Ora, essa árvore cairá em algum ponto, estrondosamente. Esmagará nossa casa, talvez mate a nós, nossos filhos, nossos parentes.
Ainda, é o marido, ou a esposa, traído
que pega o traidor no ato, mas ouve dele a proposta de manter o
casamento, afinal, seria economicamente incômodo para ambos ter que
resolver a questão patrimonial.
Em outras palavras, o povo foi vítima
dos atos de corrupção e a melhor proposta dos especialistas é que ele
continue sendo vitimado. Para melhorar sua condição? Aparentemente, só
para não ficar pior. No fundo, é para garantir a impunidade dos agentes
criminosos.
O raciocínio é ainda mais sombrio. A
ideia é de que aplicar a Justiça contra os corruptos em situação de
poder econômico e/ou financeiro desestabilizaria o país, mesmo diante de
provas incontestes de sua conduta, equivale a dizer que o capital
nacional e estrangeiro não se importa com a corrupção, desde que ele
tenha segurança para continuar a lucrar.
Lógico que podemos falar em
instabilidade da economia, retração do mercado, receio de medidas
econômicas agressivas, confisco e outras intercorrências próprias de um
governo que não se sustenta. Contudo, se a proposta é de que a
manutenção de um governo corrupto é melhor (para quem?) do que a
aplicação da lei contra os agentes criminosos, resta inconteste a
conclusão do parágrafo anterior.
É muito mais preocupante entender a
corrupção como um sistema de normalidade institucional do que limpar o
Brasil, ainda que se tenha que abalar as fundações e reconstruir o
Estado.
Uma história curiosa ligada
indiretamente à expressão latina que abre esse texto é a passagem
histórica de quando Alexandre, o Grande, recebeu o povo celta do
Adriático. Questionando aquela raça alta e robusta sobre o que mais
temiam, na expectativa de ouvir seu nome, teve a resposta de que os
celtas não temiam ninguém, mas apenas que o céu lhes caísse sobre a
cabeça, situação utilizada amiúde no quadrinho do Asterix.

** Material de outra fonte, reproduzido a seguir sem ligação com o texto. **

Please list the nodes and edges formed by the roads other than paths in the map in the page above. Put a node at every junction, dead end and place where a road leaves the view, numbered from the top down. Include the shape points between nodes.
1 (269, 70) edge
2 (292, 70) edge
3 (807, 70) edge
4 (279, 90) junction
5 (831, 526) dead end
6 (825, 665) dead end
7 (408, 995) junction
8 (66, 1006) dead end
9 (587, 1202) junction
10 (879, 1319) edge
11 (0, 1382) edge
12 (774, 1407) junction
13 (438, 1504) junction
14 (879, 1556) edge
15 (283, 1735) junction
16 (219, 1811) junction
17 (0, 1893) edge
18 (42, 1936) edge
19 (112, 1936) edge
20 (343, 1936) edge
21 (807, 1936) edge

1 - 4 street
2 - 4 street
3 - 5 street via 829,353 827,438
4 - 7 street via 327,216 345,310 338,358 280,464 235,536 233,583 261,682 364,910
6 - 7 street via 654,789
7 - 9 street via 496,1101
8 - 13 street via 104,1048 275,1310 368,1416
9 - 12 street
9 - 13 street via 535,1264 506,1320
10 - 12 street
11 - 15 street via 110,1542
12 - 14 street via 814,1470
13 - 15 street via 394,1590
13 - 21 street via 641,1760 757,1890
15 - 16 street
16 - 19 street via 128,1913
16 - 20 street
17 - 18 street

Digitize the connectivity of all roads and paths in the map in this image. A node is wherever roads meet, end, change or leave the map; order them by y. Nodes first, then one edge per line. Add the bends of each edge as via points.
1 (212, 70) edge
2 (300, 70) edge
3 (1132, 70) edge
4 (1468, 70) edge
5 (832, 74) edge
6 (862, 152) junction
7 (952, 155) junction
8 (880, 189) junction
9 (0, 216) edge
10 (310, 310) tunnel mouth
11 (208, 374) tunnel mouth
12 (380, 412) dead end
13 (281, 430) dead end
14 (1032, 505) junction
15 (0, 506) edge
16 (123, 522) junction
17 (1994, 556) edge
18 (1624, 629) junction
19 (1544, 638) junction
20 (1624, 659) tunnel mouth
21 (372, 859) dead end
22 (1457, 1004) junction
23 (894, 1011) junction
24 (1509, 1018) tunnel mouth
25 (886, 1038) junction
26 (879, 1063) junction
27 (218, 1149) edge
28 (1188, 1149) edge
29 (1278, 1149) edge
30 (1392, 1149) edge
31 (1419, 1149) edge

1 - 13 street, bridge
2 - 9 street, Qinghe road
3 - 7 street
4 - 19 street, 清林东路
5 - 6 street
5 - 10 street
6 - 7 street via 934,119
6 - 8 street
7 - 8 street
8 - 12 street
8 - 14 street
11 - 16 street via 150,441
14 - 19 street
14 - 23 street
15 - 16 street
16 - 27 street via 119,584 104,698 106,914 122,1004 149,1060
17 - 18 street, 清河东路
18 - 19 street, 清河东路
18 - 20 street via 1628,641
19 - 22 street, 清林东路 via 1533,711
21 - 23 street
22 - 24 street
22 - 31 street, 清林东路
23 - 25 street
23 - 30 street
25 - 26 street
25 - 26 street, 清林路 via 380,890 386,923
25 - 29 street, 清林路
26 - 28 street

Devemos nós, o povo da planície, temer
que o céu caia sobre nossas cabeças? Mais perto dele, céu, estão os
olimpianos que compõem a alta casta política brasileira, desde os mais
poderosos até os pequenos serviçais, humoristas e canetas de aluguel,
defendendo a manutenção de um status quo onde a população continua a
sustentar o paraíso dos corruptos sobre suas costas, agora sem nem mesmo
previsão de se aposentar.
Há informações públicas de que a empresa
de um dos sócios que fez essa delação e divulgou as gravações estaria
lucrando, hoje, com a alta do dólar, a mesma empresa que teria sido
supostamente notificada de forma prévia da queda da taxa SELIC pelo
mesmo presidente, dados com os quais obteve lucro.
Se o céu não cair sobre nossas cabeças,
inevitavelmente o chão abrirá para nos engolir, o mesmo chão do qual
estamos tão próximos, horizontalizados na exploração da alta carga
tributária, da violência e da corrupção endêmica.
A Justiça deve prevalecer, não importam
as consequências. De outra forma estaremos sinalizando que existem
pessoas impermeáveis à lei, cujos atos não são alcançados pelo Estado
organizado, levando à conclusão de que, ou se aceita a imunidade desses
atores, ou se derruba o Estado, ambas soluções trágicas e que em seu
bojo trazem violência, fome, doença e morte.
O trabalho executado pela Polícia
Federal e pelo Ministério Público, e as decisões do Judiciário, estão
mostrando a verdadeira face do Brasil. Ao povo compete decidir se
colocará suas ideologias e preferências partidárias acima da razão, ou
se dirá “queremos Justiça, ainda que caiam os céus”.